'Photographs from the Floating World' refers to the famous woodblock prints made by masters such as Hokusai, Hiroshige and Kuniyoshi under the name 'Ukiyo-e', pictures of the floating world. In this centuries-long tradition, artists and artisans made beautiful, stylised artworks with themes such as beautiful women, actors, historic events and folk tales, travel scenes, landscapes and erotica. The development of photography is one of the causes of the demise of this art form, as the labour-intensive cutting and printing could be replaced by the quicker and simpler processes of photography making realistic pictures reachable for the masses. In recent years, more and more photographers are showing a longing for the traditional themes of Ukiyo-e and are also focusing on long-forgotten printing techniques.

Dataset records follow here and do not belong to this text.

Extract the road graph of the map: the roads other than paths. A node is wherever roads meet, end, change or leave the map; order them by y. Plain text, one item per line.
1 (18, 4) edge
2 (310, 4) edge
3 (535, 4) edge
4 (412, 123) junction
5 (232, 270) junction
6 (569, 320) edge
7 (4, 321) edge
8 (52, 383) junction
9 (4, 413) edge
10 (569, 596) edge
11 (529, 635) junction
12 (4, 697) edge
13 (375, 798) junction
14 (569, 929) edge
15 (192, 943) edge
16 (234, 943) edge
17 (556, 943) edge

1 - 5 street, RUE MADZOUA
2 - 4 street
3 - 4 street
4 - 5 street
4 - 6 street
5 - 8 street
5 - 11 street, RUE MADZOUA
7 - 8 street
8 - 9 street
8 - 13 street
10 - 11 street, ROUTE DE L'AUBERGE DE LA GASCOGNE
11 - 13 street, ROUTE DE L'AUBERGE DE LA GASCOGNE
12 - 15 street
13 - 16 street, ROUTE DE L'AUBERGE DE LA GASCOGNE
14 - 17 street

IBASHO would like to present works by four artists who are celebrating the traditional themes of the floating world in specific ways. Taichi Gondaira has made it his mission to recreate the world of Ukiyo-e in photographs and combines this with the platinum-palladium print technique of the early days of photography on hand-made Japanese Gambi paper. The traditional world of the geisha, which still exists in places such as Kyoto, is the subject of Naoyuki Ogino's Komomo series. He follows a young girl that is being educated in the ancient ways of the geisha. Keiichi Ito portrays the revered cherry trees (Sakura) through the seasons, showing the blossoms in their full glory, but also how the ancient trees are being supported and protected to continue to enchant millions of people every season. He also uses platinum-palladium printing on hand-made Japanese paper to enhance the traditional feel of the images. Yoshihiro Tatsuki takes a lighter approach, very much in tune with some ukiyo-e artists, and portrays traditionally-clothed women, children and dolls in beautiful landscapes around themes of seasons, humor and death.
Last minute special event:
The son of the artist Taichi Gondaira, Tomohiro, will play the traditional Japanese instrument the Shamisen on Saturday 9 May at 16:00. His mother will also be present in traditional kimono.